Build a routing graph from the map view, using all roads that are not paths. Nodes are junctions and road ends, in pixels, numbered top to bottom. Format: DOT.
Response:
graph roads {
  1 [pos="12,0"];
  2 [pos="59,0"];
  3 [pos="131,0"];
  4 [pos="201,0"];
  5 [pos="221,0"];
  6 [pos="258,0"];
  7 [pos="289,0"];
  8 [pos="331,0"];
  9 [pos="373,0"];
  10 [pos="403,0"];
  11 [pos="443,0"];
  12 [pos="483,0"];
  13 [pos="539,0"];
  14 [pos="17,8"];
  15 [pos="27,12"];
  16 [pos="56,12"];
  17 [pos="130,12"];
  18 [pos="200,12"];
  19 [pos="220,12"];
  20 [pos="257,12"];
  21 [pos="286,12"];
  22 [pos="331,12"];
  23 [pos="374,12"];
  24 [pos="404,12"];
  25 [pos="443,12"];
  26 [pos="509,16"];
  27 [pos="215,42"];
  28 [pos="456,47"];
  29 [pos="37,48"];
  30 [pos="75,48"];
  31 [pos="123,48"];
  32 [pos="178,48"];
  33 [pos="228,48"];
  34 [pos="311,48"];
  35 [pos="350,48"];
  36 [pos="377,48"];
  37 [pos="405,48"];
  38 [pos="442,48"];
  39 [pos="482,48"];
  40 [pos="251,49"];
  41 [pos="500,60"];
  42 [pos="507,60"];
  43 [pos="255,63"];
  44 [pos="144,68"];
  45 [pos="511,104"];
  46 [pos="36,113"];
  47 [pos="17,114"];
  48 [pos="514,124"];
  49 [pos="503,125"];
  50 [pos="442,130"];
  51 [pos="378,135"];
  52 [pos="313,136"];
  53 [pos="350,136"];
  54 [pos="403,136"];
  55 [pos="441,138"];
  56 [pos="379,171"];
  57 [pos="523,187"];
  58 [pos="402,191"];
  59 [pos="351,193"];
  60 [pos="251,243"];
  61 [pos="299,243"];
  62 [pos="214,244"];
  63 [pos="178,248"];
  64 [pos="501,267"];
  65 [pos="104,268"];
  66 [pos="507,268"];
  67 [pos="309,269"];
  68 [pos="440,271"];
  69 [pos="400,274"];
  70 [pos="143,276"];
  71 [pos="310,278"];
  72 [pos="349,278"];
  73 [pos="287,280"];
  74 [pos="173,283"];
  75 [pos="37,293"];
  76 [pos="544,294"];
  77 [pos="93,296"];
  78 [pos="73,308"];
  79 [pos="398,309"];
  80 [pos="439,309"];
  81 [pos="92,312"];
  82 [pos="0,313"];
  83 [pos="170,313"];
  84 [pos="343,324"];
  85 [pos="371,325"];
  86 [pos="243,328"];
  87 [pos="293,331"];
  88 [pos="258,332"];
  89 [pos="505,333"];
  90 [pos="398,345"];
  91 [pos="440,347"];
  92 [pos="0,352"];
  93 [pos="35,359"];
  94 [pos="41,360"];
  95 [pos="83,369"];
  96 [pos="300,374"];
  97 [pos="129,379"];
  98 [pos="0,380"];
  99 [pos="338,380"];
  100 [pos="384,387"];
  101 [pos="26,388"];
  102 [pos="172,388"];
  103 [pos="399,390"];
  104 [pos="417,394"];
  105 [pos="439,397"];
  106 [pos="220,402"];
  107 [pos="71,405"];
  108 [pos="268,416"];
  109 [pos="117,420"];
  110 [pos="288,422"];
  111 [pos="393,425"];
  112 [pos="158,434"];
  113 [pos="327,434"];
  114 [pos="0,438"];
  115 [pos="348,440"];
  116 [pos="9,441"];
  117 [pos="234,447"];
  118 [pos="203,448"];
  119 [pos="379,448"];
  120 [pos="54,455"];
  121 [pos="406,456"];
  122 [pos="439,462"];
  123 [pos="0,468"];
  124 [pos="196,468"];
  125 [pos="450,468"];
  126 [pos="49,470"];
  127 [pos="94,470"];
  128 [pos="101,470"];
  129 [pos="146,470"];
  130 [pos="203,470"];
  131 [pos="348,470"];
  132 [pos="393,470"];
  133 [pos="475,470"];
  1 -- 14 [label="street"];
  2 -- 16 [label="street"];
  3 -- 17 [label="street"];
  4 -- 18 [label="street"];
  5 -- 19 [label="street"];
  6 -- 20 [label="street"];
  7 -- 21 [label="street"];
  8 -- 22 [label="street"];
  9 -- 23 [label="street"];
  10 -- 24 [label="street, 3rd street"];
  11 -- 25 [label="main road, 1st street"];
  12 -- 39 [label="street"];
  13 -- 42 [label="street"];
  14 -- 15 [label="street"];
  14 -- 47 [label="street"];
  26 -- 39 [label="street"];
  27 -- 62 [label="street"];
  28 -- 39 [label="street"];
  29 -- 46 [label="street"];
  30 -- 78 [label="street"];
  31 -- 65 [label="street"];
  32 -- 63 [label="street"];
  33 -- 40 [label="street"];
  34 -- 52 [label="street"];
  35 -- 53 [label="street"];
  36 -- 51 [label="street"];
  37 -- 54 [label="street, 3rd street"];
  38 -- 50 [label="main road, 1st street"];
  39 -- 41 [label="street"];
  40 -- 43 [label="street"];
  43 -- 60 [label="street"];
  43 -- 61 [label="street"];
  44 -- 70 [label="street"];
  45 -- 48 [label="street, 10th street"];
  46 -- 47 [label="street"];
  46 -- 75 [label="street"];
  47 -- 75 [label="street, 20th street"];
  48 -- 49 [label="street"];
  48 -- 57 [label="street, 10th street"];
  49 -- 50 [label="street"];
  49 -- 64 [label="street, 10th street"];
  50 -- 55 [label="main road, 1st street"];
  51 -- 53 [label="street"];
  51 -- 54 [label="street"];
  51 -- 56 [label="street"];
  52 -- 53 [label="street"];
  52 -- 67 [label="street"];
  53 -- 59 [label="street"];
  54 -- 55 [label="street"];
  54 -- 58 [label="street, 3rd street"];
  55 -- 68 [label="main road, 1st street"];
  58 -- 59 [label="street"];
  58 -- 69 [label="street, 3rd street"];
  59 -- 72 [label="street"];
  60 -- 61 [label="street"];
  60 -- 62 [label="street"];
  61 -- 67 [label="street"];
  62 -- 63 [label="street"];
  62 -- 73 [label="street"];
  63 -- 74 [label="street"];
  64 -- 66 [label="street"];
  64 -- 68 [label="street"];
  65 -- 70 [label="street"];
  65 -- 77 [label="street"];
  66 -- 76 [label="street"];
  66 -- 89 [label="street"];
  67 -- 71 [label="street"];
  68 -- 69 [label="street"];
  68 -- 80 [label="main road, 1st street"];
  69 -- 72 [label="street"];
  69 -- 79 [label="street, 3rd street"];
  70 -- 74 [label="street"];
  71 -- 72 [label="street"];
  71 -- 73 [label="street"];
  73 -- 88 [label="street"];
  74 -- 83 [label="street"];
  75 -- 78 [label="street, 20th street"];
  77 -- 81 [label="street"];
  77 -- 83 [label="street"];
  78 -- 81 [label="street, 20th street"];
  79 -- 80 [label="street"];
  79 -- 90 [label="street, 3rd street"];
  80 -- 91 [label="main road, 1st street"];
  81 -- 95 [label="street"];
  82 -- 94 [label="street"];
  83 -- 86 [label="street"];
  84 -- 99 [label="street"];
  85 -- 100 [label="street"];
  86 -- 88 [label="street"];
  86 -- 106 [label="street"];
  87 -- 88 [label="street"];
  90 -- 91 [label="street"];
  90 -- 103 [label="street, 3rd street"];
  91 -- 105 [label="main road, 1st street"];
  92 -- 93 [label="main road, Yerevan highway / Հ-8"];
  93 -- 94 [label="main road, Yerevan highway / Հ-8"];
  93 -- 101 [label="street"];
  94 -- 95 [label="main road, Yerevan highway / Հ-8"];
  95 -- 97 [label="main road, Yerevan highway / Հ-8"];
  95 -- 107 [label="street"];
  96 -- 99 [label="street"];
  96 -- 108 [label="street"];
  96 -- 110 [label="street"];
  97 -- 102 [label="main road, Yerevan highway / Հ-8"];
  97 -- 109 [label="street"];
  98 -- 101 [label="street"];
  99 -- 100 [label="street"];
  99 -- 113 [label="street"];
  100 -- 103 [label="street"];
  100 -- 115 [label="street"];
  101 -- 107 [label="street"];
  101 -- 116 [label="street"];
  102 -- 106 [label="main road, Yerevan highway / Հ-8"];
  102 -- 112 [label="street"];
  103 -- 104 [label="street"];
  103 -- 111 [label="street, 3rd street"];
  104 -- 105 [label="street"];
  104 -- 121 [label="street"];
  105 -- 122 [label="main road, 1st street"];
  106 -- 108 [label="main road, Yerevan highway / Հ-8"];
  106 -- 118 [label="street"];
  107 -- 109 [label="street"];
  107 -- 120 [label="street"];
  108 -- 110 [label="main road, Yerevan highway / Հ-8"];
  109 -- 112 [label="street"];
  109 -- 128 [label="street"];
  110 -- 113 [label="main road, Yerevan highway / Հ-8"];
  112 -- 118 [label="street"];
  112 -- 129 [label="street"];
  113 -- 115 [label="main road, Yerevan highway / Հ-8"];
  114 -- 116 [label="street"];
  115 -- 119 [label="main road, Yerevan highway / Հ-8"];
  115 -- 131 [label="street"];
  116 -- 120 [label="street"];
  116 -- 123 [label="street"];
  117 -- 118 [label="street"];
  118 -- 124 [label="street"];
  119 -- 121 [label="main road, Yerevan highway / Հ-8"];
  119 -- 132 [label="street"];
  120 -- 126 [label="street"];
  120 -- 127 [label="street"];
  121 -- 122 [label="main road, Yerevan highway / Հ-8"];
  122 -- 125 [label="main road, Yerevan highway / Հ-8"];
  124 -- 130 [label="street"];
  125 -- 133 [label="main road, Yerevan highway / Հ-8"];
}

EXERCISE PROMPT: Please give the number of lines above that contain "roads", without any other words.

WRITTEN SOLUTION: 2